When we apply all the variety of templates from the grammar, we’ll have a piled up tile of annotations subsecting and intersecting with each other.

For sure this picture is not what we’d like to get as an output. Rather, we’d like to see a finely plain structure of annotations without any intersections. Moreover, on the above picture there are some annotations that should remain in the new structure, and annotations (specifically all others) which we wouldn’t like to see any more in our lives. So how to rule out the incorrect annotations?

The solution developed in our team is the following. Recall that each annotation from the above picture arises from a specific template, and every template is motivated by some heuristics. Then some heuristics are relyible in a wide range of cases as they usually give a correct output, and some heuristics are not: we can pin our hopes on them only if we don’t have any stronger one at hand. Consequently we can rank our heuristics by assigning different weights to the templates used in our grammar. The more trustworthy is a template, the higher rank it gets.

Besides, for each type of conflict we will use a resolving rule formulated with respect to the weights of the annotations in conflict. These rules will constitute a special module called Minimization. After Minimization is applied, we get the desired output.

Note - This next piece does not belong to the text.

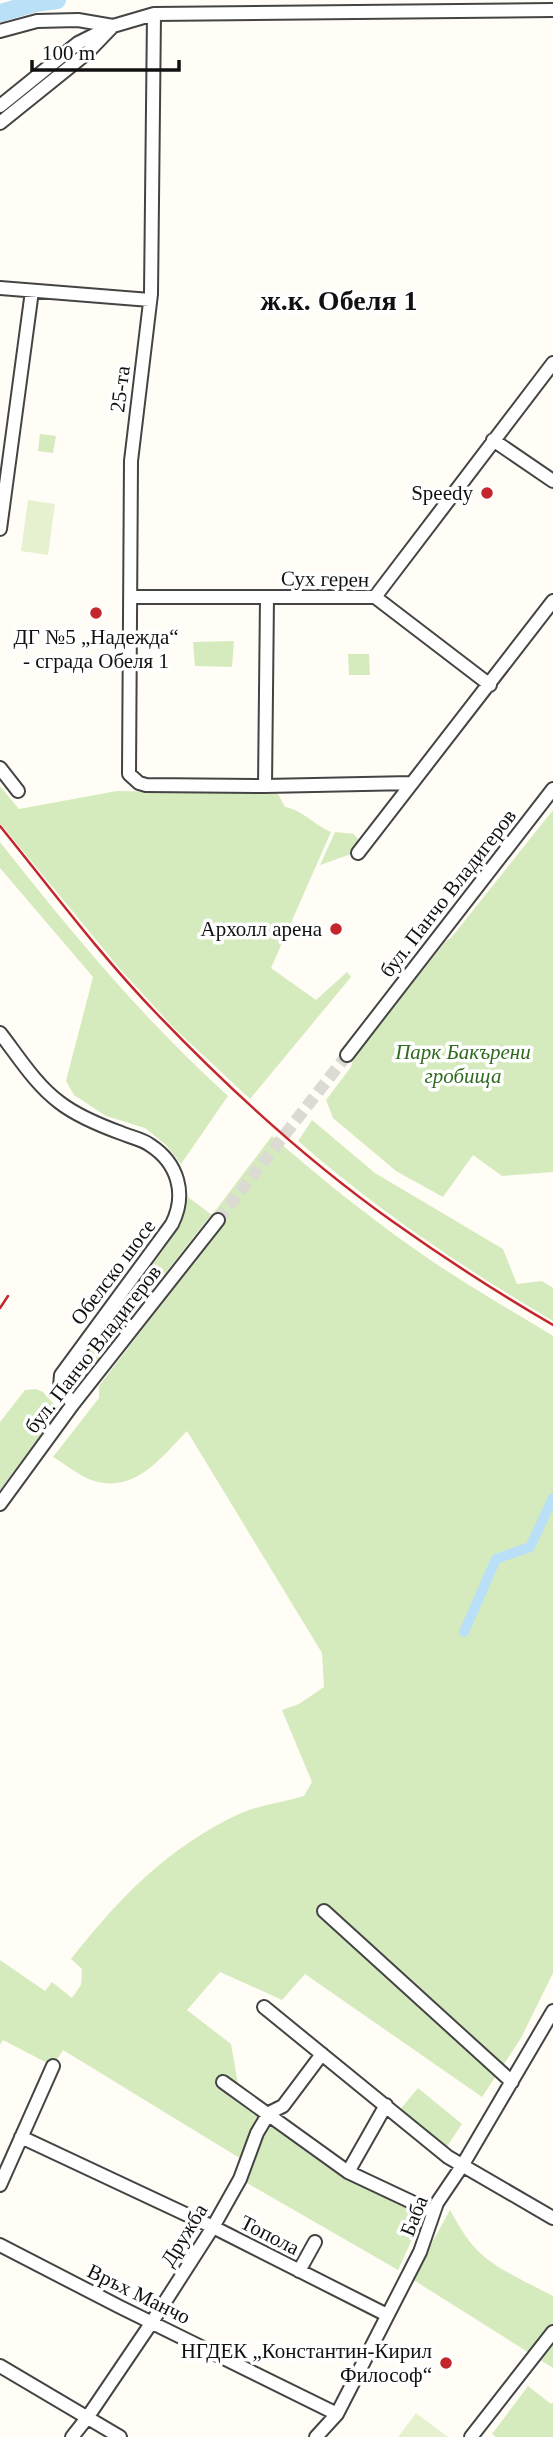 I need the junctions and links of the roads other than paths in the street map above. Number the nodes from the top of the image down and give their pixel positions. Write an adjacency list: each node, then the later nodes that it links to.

So that’s how it works. Although sometimes we get an incorrect analysis (when the ranking of specific templates occasionally goes wrong or when the correct hypothesis is absent), we never get intersections.

Oct 11

Today we are all flooded with news that we receive by email or RSS feeds. We all have the same problem of filtering the important ones from the less important ones and to identify what is linked together. The internet community has introduced several methods on how to aggregate news. Which of the methods is the best is difficult to say. One method that doesn’t seem to be mentioned is the possibility of automatic aggregation using semantic technologies, especially the functions of NLP. Automatic aggregation is subscribing to different sources and then analyzing the content with natural language processing (NLP) technologies. Doing it this way the system can extract objects of interest (e.g. person, organization, location etc) and the relation between the objects. After the information extraction process the system has to merge the same objects like Hillary Clinton is the same like she or Hillary or Clinton assuming the NLP can distinguish inside the text the meaning and then merge the objects together. This approach is driven and controlled by a clear knowledge model (ontology) which allows growing a semantic network of information. Over the time the more object – relation – object information we have we can start to rank information on his semantic meaning which provides a much better view. This is different to approaches introduced by Mixx or Digg where people create votes and therefore influence the ranking of the news. Another part that seems to be important for a successful start is the up to date information as seen when Tailrank started.
We’ll keep working on our approach and watch the other methods of aggregation and ranking. Would be interesting to hear about experiences from others when trying to understand how information is linked together. Can it be solved by filters or by votes or by using bookmarks?

Oct 04

Welcome to the Ontos blog. We will use it to inform about new trends and features concerning our technologies especially in the area of NLP (Natural Language Processing), aggregating and merging of news and information sources. We will share ideas and concepts on how to use information and enrich them in a semantic way - for example in our new semantic portal.